Friday, April 19, 2024
55.0°F

Mudslide levels slum

| April 9, 2010 9:00 PM

NITEROI, Brazil (AP) - They are all gone. The Evangelical church where worshippers were praying. A day care center where kids were playing. The pizza parlor where a family was eating.

All were buried under a mountain of mud, garbage and stone when yet another landslide hit metropolitan Rio de Janeiro late Wednesday. This one swept through the Morro Bumba slum, engulfing as many as 200 people and 60 homes. Nothing was left behind but a massive crater of blackened, sodden earth and the remnants of flimsy brick shacks.

Rio state health secretary Sergio Cortes said it was hard to say how many people were buried in the latest slide. "A worse-case scenario is 200," he told The Associated Press. "We know that about 60 houses were buried."

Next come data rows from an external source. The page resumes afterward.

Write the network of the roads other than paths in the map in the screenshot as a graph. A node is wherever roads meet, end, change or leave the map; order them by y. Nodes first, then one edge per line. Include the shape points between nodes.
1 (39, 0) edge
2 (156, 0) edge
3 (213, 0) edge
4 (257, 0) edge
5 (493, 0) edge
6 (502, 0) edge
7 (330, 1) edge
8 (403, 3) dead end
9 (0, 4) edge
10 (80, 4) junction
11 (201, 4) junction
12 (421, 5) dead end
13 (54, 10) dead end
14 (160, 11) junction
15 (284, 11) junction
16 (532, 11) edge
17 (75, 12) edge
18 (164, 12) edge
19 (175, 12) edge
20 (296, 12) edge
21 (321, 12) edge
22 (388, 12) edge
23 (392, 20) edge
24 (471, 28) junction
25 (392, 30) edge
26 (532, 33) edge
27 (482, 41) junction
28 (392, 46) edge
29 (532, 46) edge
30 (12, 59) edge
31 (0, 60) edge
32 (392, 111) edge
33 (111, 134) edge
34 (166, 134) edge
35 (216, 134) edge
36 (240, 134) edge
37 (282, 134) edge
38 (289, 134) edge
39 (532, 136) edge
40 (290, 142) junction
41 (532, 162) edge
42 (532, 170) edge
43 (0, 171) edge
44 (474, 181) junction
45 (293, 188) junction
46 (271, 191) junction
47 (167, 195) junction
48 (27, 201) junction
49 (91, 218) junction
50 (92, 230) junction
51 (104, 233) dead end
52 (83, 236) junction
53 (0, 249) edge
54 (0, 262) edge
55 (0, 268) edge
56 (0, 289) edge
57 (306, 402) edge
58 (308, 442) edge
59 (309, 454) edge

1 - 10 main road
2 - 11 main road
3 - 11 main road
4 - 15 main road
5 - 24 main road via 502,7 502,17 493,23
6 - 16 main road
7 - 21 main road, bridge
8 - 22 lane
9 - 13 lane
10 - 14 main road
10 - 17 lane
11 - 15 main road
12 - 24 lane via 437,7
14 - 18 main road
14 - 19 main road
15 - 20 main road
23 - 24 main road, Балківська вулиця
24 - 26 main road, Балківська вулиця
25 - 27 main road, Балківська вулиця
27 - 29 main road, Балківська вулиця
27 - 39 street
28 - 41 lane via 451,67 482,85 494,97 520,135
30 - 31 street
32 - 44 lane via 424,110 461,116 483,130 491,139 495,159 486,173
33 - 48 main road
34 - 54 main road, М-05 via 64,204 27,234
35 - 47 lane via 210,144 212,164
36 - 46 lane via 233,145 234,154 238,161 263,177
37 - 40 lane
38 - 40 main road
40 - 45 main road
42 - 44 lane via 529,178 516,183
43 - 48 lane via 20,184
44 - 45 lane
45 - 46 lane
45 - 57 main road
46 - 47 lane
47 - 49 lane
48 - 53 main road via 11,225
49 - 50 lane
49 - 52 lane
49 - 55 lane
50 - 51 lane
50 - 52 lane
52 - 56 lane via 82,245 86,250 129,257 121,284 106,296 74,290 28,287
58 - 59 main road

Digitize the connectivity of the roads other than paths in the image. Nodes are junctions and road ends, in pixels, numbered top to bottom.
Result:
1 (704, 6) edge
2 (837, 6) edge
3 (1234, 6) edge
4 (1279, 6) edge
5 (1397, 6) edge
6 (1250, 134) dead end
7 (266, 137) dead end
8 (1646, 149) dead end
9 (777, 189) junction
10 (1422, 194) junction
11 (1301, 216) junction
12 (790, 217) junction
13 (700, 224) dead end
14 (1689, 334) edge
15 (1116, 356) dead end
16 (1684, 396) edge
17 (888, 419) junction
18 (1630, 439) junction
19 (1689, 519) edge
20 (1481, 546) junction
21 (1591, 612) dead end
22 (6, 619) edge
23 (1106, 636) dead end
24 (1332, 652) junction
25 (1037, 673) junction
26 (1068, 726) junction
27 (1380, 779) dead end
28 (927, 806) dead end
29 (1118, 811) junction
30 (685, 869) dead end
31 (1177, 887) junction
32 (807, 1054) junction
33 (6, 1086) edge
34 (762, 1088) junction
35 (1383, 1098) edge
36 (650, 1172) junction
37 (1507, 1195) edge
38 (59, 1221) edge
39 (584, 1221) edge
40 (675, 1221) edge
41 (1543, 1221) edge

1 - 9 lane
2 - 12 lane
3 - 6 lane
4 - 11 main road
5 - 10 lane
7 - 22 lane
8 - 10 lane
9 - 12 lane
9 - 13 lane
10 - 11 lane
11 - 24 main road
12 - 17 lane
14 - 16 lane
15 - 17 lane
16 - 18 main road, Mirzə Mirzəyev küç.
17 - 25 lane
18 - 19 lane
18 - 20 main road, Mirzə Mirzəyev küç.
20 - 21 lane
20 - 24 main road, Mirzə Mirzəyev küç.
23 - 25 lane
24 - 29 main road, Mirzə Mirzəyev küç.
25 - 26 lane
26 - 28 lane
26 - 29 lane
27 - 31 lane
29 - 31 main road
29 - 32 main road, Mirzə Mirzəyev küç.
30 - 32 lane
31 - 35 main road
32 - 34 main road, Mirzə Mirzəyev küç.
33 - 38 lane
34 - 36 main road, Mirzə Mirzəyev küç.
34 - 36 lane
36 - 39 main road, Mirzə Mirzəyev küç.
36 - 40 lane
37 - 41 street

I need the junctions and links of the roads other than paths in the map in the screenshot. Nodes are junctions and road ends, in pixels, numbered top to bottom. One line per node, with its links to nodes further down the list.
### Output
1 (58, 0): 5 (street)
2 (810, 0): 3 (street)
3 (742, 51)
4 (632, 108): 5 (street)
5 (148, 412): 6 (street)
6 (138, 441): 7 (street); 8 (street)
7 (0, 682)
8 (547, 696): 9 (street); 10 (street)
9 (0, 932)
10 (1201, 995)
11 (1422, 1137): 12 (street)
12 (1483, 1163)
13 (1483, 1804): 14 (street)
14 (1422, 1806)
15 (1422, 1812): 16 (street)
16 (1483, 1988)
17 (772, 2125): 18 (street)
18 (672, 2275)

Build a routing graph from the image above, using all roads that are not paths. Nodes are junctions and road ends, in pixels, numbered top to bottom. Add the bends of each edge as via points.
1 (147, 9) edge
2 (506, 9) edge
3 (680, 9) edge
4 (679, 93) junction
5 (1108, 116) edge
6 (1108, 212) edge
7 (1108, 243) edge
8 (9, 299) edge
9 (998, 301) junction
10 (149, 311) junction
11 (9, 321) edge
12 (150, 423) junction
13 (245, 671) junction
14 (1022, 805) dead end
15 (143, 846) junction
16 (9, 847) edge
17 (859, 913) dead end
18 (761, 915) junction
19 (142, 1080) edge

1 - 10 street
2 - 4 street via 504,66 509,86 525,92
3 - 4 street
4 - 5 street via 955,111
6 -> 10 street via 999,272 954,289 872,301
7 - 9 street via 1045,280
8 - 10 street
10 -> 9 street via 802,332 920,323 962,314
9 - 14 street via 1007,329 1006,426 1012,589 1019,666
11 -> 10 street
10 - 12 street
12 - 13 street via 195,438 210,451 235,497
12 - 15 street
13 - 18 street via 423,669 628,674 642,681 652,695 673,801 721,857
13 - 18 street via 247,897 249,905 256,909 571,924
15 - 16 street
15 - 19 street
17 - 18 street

Already 161 people have been confirmed dead in the heavy rains that began Monday in Rio, most of them swept away in landslides that roared through city slums built on steep, unstable hillsides.

"This was a catastrophe, no question," said Rio de Janeiro state Gov. Sergio Cabral. "It was a human catastrophe. It was an environmental catastrophe."

The death toll surpasses that of flooding and mudslides in the southern state of Santa Catarina in 2008, which killed nearly 130 people and displaced about 80,000.

"In our experience, it's an instant death," Pedro Machado, undersecretary of Rio state's Civil Defense department, said of the victims buried by landslides.